## GIVEN INFORMATION
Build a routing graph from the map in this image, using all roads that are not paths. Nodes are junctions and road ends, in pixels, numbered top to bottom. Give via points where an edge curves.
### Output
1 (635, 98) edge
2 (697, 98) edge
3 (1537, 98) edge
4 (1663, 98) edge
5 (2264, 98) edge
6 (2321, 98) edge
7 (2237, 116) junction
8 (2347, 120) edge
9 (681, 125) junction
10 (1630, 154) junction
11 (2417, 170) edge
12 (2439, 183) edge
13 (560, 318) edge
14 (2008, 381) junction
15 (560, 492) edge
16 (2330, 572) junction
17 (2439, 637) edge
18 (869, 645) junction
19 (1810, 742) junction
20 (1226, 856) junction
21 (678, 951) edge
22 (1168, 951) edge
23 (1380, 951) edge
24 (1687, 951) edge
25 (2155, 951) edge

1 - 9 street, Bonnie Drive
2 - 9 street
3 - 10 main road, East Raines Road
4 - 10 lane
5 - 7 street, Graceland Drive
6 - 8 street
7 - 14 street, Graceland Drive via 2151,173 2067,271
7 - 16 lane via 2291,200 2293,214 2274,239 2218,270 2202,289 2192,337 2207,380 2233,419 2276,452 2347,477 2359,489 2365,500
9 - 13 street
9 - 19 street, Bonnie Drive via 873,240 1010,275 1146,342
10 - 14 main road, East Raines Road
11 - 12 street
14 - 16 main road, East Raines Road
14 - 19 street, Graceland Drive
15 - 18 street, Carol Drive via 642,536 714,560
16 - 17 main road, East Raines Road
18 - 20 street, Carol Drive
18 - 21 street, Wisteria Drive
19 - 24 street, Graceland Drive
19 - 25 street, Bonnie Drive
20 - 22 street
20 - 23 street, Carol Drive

## TASK BRIEF
Could you reproduce every record exactly as shown above?

## OUTPUT OF THE EXERCISE
Build a routing graph from the map in this image, using all roads that are not paths. Nodes are junctions and road ends, in pixels, numbered top to bottom. Give via points where an edge curves.
### Output
1 (635, 98) edge
2 (697, 98) edge
3 (1537, 98) edge
4 (1663, 98) edge
5 (2264, 98) edge
6 (2321, 98) edge
7 (2237, 116) junction
8 (2347, 120) edge
9 (681, 125) junction
10 (1630, 154) junction
11 (2417, 170) edge
12 (2439, 183) edge
13 (560, 318) edge
14 (2008, 381) junction
15 (560, 492) edge
16 (2330, 572) junction
17 (2439, 637) edge
18 (869, 645) junction
19 (1810, 742) junction
20 (1226, 856) junction
21 (678, 951) edge
22 (1168, 951) edge
23 (1380, 951) edge
24 (1687, 951) edge
25 (2155, 951) edge

1 - 9 street, Bonnie Drive
2 - 9 street
3 - 10 main road, East Raines Road
4 - 10 lane
5 - 7 street, Graceland Drive
6 - 8 street
7 - 14 street, Graceland Drive via 2151,173 2067,271
7 - 16 lane via 2291,200 2293,214 2274,239 2218,270 2202,289 2192,337 2207,380 2233,419 2276,452 2347,477 2359,489 2365,500
9 - 13 street
9 - 19 street, Bonnie Drive via 873,240 1010,275 1146,342
10 - 14 main road, East Raines Road
11 - 12 street
14 - 16 main road, East Raines Road
14 - 19 street, Graceland Drive
15 - 18 street, Carol Drive via 642,536 714,560
16 - 17 main road, East Raines Road
18 - 20 street, Carol Drive
18 - 21 street, Wisteria Drive
19 - 24 street, Graceland Drive
19 - 25 street, Bonnie Drive
20 - 22 street
20 - 23 street, Carol Drive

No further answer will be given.